Leucocytozoon canis infection has usually been detected in neglected young dogs, which developed severe disease. Developmental forms have been described in the bone marrow of dogs and in the gut of Rhipicephalus sanguineus nymphs removed from heavily infected dogs (CHRISTOPHERS, 1906). Subsequently, Christophers (1907) confirmed that R. sanguineus was the invertebrate host of L. canis, and described the sexual and asexual cycle in this tick.

Miller (1908) described an intraleukocytic haemogregarine of laboratory rats that underwent gametogenesis and sporogony in the hemocoel of the mite Laelaps echidninus, and named it Hepatozoon perniciosum. This was the first description of the Hepatozoon genus.

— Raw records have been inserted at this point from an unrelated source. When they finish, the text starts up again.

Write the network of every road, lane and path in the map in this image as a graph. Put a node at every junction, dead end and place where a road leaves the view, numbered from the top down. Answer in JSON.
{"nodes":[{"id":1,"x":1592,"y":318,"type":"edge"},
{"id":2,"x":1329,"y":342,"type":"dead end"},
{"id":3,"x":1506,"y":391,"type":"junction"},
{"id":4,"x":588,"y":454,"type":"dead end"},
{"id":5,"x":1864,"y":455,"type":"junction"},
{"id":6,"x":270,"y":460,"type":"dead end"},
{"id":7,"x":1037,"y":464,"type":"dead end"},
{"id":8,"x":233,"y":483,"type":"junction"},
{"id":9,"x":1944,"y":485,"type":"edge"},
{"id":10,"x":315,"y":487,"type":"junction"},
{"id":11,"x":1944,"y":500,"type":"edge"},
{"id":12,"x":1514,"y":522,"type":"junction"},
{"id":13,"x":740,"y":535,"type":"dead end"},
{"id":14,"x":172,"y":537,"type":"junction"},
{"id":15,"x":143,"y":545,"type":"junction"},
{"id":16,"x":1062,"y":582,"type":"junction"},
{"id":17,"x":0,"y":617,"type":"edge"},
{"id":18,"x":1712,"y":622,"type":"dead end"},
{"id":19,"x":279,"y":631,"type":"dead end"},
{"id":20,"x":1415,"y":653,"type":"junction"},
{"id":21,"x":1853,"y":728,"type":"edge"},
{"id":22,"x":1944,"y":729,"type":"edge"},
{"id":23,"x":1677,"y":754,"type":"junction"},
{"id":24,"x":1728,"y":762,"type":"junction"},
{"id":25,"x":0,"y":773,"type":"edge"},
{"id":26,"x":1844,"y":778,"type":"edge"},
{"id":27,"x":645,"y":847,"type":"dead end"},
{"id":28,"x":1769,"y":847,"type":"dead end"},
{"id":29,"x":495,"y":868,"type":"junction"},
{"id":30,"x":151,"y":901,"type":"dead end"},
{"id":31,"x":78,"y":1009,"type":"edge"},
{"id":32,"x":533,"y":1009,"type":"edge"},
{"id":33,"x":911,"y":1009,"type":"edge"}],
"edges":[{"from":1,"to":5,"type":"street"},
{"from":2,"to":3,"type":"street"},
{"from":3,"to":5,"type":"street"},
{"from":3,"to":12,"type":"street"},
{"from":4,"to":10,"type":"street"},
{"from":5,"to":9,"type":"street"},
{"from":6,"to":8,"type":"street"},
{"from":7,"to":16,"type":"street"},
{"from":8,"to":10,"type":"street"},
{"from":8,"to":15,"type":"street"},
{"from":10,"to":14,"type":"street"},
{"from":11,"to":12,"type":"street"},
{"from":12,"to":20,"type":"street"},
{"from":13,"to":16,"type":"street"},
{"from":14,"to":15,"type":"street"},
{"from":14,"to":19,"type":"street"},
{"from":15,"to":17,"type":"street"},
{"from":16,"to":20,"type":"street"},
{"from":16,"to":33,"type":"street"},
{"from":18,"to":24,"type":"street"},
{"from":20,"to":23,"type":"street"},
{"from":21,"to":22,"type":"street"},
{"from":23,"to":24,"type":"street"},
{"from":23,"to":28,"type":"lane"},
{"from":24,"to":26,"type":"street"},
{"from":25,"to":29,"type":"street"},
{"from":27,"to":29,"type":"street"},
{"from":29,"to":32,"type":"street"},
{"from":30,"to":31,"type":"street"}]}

Following on from Miller (1908), Wenyon (1910) suggested that the generic name Leucocytozoon should be changed to Hepatozoon, when used for parasites of mammals. Thus, the parasite of leukocytes in dogs had its name changed from L. canis to H. canis, and the latter is still used today.

At the beginning of the 20th century, the biological cycle of H. canis was studied in ticks (the biological vector), and in the tissues of dogs (CHRISTOPHERS, 1906, 1907, 1912; WENYON, 1911). In ticks, Christophers (1906, 1907) distinguished the developmental forms that preceded sexual reproduction. He was the first to suggest that infection occurs after ingestion of the tick, although the author believed that this was an unlikely infection route.

Wenyon (1911) did not observe the conjugation process in the tick gut, but followed the formation of large oocysts (100 mm), with 30 to 50 sporocysts and 16 sporozoites within the tick hemocoel. This author thought that infection and transmission occurred through adult ticks, but Christophers (1912) proved that the nymph stage acquires the infection from infected dogs, while adults transmit the protozoa.

Subsequently, almost a century passed by before new biological studies were made by Baneth et al. (2007).

Prior to 1997, only one species (H. canis) was recognized, which infected dogs in Europe, Africa, Asia and the USA (McCULLY et al., 1975; CRAIG et al., 1978; EZEOKOLI et al., 1983; MURATA et al., 1991; BANETH et al., 1996). The species found in USA was assumed to be a particularly virulent strain of H. canis (CRAIG et al., 1978). In 1997, a new species infecting dogs in the United States was recognized: H. americanum (VINCENT-JOHNSON et al., 1997).

The two species, H. canis and H. americanum, have different tissue stages, clinical syndromes, host tick vectors and genetic and antigenic characteristics (VINCENT-JOHNSON et al., 1997; BANETH et al., 2000a; EWING et al., 2000). In Brazil, so far only H. canis has been detected parasitizing dogs.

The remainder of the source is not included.